• KANAL BERITA

Raih 11 Emas, Silat Jateng Juara Umum Popwil III

Merajai Kategori Tanding

GUNTINGAN: Pesilat Jateng Rizki Mieko Yunandriya melayang sambil melakukan guntingan kaki terhadap Kanzun Anselma Huda (DIY) pada final kelas A putra Popwil III di Solo. (suaramerdeka.com / Setyo Wiyono)
GUNTINGAN: Pesilat Jateng Rizki Mieko Yunandriya melayang sambil melakukan guntingan kaki terhadap Kanzun Anselma Huda (DIY) pada final kelas A putra Popwil III di Solo. (suaramerdeka.com / Setyo Wiyono)

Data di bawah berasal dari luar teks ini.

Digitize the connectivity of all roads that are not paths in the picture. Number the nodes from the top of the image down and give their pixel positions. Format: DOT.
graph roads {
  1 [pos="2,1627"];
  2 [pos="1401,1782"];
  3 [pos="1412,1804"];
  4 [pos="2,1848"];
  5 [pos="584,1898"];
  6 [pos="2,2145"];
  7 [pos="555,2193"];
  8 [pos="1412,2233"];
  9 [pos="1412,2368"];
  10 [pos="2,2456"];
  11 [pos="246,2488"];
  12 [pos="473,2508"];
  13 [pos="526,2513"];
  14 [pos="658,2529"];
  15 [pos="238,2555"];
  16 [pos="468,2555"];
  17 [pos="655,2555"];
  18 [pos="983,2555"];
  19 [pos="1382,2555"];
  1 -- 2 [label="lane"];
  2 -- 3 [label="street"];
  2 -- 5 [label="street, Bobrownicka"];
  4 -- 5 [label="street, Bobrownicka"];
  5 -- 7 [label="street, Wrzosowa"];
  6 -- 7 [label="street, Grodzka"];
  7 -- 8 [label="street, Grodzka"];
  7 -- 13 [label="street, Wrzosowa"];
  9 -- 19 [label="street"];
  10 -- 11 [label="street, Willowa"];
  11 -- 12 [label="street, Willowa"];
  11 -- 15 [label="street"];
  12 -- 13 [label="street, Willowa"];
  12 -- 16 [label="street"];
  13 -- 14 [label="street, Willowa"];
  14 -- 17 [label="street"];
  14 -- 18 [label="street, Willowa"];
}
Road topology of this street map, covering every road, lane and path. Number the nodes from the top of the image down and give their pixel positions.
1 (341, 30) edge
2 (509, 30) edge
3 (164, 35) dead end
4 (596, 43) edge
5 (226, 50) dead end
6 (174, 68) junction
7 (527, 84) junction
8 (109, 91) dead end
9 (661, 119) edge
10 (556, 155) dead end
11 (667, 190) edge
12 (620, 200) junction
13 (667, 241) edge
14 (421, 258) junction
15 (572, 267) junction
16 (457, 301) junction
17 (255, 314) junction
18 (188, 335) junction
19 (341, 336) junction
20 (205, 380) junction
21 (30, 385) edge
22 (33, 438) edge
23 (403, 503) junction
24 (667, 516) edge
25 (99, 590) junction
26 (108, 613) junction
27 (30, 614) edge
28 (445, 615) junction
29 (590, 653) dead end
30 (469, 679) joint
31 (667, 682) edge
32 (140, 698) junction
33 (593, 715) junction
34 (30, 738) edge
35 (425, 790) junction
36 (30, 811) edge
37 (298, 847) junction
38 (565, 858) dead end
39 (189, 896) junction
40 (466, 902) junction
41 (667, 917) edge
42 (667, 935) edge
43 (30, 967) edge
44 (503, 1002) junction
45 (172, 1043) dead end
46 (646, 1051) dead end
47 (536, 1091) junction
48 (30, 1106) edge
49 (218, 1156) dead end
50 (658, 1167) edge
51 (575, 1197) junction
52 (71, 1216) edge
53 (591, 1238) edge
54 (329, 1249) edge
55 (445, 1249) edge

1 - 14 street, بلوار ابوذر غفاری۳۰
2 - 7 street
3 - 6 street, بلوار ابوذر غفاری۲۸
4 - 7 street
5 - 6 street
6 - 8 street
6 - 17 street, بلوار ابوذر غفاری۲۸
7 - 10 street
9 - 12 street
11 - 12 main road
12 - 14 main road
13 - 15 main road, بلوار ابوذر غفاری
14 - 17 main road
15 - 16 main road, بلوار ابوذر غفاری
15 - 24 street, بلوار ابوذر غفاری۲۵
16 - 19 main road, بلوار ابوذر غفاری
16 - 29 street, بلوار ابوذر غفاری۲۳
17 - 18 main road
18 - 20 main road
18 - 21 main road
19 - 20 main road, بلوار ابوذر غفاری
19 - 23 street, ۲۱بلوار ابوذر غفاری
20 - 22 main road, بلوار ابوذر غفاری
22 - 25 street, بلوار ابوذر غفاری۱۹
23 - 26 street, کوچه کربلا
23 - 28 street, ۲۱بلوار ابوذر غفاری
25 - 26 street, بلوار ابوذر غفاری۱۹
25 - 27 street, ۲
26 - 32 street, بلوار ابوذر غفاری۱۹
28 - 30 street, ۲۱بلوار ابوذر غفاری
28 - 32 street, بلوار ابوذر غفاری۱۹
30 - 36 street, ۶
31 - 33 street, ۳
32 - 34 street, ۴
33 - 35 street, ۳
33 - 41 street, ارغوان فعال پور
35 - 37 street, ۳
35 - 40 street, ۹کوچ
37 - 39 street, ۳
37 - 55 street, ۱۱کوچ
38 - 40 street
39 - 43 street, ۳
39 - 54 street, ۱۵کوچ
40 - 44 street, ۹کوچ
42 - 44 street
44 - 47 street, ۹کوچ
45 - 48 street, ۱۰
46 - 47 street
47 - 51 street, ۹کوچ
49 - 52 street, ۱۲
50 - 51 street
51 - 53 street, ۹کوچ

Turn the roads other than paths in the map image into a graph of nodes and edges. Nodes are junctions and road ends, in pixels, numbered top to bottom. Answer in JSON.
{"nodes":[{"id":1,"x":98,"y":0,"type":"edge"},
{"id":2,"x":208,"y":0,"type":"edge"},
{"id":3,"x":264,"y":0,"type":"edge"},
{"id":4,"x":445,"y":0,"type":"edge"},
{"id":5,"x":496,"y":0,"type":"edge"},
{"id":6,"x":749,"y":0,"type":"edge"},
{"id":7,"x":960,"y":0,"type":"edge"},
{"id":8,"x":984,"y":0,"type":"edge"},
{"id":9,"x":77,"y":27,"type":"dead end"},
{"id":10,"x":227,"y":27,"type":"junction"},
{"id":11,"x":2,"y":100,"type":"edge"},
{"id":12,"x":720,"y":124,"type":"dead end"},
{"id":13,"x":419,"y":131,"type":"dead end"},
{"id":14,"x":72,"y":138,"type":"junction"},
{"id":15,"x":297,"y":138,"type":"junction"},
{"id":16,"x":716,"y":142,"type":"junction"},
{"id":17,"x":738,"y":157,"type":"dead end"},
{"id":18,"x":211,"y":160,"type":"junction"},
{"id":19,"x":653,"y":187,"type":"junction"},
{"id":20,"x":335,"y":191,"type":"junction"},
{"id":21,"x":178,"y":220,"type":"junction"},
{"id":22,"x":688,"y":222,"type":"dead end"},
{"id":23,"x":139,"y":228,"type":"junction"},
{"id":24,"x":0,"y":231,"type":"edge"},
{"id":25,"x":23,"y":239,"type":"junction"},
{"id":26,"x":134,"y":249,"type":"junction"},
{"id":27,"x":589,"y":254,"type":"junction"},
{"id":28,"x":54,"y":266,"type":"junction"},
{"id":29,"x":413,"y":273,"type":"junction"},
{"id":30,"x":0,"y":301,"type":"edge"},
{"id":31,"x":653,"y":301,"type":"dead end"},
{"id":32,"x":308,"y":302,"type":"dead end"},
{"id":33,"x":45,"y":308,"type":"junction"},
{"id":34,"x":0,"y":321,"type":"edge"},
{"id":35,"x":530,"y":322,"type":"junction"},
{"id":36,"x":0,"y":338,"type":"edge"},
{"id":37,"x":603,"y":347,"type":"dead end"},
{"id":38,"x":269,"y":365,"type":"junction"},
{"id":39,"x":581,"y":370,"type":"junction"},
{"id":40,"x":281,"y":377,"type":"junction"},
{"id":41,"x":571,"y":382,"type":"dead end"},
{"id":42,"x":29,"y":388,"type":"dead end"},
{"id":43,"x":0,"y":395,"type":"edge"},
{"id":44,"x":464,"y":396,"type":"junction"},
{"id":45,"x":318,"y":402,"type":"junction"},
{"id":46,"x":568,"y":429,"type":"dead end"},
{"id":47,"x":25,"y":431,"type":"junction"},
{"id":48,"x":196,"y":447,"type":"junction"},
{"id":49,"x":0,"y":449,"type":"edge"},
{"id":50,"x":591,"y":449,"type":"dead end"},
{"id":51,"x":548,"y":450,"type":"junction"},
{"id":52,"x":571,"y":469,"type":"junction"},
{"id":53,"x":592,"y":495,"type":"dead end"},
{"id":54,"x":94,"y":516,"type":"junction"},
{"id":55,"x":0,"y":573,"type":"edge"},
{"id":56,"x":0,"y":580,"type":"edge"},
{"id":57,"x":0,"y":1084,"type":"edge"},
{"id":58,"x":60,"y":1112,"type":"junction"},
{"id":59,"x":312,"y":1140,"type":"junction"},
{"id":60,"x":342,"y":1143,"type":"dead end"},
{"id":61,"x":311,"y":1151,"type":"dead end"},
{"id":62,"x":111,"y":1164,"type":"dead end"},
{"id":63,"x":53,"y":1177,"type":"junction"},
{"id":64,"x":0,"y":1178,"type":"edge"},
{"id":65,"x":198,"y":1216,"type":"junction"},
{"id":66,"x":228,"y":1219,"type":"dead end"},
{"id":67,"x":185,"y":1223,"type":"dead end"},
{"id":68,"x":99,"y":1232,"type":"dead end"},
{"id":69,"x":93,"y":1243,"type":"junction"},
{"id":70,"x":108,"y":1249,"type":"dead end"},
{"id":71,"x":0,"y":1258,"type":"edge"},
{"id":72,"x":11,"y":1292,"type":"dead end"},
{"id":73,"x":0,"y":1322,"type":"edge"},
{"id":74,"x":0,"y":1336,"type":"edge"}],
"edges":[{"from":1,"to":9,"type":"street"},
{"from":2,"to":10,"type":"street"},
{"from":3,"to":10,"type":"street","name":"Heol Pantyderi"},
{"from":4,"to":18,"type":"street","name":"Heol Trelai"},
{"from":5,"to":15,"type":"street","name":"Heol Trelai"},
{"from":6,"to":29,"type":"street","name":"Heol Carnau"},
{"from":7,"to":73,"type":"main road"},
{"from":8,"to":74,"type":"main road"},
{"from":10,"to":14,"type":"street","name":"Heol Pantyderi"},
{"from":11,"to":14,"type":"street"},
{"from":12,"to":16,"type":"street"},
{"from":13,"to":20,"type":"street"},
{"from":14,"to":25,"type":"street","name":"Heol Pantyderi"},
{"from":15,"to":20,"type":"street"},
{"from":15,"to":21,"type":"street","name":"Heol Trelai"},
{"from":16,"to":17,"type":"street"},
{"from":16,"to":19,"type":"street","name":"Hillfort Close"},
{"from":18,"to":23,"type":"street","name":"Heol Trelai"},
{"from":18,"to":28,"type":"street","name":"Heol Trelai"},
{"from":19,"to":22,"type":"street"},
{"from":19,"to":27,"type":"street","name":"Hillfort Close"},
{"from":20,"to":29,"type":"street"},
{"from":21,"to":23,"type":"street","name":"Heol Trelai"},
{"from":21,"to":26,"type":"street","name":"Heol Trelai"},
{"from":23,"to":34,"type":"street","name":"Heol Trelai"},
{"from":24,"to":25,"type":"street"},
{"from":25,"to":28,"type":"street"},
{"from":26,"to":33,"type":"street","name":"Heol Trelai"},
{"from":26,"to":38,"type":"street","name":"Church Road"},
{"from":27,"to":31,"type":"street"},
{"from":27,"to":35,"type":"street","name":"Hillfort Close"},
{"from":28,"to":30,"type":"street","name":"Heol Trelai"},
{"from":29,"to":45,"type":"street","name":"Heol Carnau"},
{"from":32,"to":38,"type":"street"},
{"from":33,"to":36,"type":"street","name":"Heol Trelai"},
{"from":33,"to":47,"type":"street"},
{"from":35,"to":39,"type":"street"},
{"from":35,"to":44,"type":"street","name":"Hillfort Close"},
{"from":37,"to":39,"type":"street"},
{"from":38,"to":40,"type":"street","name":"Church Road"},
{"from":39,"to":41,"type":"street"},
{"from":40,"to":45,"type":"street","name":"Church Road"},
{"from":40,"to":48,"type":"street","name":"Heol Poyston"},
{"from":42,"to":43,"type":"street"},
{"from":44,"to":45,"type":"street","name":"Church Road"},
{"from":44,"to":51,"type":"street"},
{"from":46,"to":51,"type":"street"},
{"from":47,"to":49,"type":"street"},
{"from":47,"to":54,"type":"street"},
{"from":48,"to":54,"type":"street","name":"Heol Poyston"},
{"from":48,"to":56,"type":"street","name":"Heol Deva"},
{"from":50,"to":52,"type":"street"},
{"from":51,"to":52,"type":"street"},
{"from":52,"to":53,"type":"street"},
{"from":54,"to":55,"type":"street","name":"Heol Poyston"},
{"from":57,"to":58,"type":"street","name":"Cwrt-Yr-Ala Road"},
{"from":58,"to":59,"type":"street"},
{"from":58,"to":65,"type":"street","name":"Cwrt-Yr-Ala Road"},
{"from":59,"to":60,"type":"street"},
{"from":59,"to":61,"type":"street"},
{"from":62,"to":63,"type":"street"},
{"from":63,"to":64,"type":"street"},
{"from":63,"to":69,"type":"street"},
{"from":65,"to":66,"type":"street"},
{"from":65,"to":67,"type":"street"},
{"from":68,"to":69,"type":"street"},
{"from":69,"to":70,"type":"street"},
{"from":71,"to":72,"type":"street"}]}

SOLO, suaramerdeka.com - Sebanyak 11 medali emas, enam perak dan dua perunggu digenggam kontingen Jateng dari cabang pencak silat Pekan Olahraga Wilayah (Popwil) III di Hotel Lorin yang berakhir, Senin (12/11). Jumlah tersebut sekaligus membawa tim tuan rumah menjadi juara umum.

Peringkat kedua ditempati kontingen Bali dengan delapan emas, tiga perak dan lima perunggu. Selanjutnya disusul Banten di urutan ketiga dengan dua emas, lima perak dan lima perunggu. ‘’Target juara umum tercapai. Kami meraih sebelas emas, meski secara pribadi sebenarnya saya mengalkulasikan bidikan 12 emas. Namun hasil ini merupakan raihan terbaik,’’ kata salah seorang pelatih tim Jateng, Rakhmat Fitroh.

Para pesilat tuan rumah merajai kategori tanding pada partai final. Tim besutan trio pelatih Rakhmat Fitroh, Slamet Haryo dan Alip  Almunanti tersebut meraih sepuluh dari 17 medali emas yang diperebutkan.

Para peraih emas nomor-nomor tanding adalah Rizki Mieko Yunandriya (kelas A putra), Riska Rahmawati (A putri), Desi Ratnasari (B putri), Alfian Nur Ghozali Anhar (C putra). Selanjutnya Ahmad Nurulloh (D putra), Atifa Fismawati (D putri), Triana Ragil Rahmawati (F putri), Tito Hendra Septa Kurnia (G putra), Vira Adelia (G putri) dan Dewangga Agna Musthofa (H putra).

Satu emas lainnya diraih tim Jateng dari nomor seni atau tunggal-ganda-regu (TGR) yang digelar sehari sebelumnya (Minggu, 11/11). Pesilat kategori seni yang merebut simbol juara adalah Kelfin Farid Fadillah di nomor tuggal putra.

Rakhmat Fitroh menjelaskan, atas hasil tersebut maka banyak atlet Jateng yang mendapat tiket menuju Pekan Olahraga Pelajar Nasional (Popnas) di Papua pada 2019. Dia mencatat sejumlah 17 awak timnya yang berhak melaju ke pesta olahraga tertinggi bagi para pelajar di Tanah Air tersebut. Sebab berdasarkan ketentuan di Popwil III, finalis atau peraih medali emas dan perak dinyatakan lolos ke Popnas.

‘’Siapa saja awak tim silat yang akan berangkat ke tingkat nasional, belum ditentukan. Tapi kira-kira sebagian besar pesilat ini berangkat, namun bagi mereka yang tahun depan sudah duduk di kelas tiga SMA, maka harus diganti atlet lainnya,’’ tuturnya.